Work task
Look through the lines below and extract any with the word "Завіжна".

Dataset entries

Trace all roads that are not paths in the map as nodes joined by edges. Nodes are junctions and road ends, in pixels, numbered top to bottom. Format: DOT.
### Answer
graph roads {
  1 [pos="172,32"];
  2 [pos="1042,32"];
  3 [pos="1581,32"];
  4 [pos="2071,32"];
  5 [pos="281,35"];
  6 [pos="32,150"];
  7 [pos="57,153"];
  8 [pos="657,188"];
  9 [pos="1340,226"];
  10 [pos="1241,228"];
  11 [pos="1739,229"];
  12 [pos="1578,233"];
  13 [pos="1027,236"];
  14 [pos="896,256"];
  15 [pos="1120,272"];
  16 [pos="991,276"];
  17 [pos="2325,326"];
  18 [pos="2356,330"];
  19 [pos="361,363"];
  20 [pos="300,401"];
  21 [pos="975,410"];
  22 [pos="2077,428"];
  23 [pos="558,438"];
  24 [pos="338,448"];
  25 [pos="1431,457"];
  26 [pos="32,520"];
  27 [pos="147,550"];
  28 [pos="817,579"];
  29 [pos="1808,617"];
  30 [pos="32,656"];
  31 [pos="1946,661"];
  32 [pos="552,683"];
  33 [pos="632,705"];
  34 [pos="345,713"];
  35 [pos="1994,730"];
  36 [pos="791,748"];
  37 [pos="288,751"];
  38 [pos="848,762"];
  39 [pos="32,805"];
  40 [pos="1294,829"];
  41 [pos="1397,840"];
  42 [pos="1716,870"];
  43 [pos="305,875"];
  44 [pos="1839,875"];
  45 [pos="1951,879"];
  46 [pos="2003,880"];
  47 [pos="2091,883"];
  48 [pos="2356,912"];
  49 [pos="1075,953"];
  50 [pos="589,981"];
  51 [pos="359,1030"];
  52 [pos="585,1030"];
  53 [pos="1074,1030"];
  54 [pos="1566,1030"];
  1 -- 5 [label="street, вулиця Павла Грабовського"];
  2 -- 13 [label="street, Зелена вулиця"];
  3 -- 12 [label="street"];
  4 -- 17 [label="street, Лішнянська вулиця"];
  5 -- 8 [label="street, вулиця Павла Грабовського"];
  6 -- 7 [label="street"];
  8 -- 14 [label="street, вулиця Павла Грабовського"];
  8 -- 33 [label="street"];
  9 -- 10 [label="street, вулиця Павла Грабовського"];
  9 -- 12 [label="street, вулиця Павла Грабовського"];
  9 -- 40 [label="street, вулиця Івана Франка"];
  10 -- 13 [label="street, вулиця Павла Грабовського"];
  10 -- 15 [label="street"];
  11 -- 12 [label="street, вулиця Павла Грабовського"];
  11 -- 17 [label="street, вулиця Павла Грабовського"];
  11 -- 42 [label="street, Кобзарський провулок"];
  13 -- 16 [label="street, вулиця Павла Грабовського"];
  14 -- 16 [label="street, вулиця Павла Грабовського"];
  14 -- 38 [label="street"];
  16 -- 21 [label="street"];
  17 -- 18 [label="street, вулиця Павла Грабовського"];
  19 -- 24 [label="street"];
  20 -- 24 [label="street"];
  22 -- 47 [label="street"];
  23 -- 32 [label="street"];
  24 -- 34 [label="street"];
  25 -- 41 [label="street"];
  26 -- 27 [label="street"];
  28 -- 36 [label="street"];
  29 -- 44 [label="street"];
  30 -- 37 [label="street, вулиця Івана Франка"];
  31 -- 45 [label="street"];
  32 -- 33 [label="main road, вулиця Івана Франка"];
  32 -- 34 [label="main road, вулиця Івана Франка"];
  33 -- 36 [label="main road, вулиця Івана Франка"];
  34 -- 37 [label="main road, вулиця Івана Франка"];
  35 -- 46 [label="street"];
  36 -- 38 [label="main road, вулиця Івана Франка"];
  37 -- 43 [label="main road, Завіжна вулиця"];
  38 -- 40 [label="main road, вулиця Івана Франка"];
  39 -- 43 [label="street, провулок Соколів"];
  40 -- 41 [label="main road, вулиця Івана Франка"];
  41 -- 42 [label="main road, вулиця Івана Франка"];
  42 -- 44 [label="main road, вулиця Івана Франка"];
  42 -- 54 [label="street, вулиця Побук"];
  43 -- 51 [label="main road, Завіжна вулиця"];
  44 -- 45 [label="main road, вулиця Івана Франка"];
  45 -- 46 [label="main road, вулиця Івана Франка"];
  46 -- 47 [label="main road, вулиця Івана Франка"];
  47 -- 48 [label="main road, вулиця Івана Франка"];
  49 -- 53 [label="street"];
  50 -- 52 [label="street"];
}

Task result
  37 -- 43 [label="main road, Завіжна вулиця"];
  43 -- 51 [label="main road, Завіжна вулиця"];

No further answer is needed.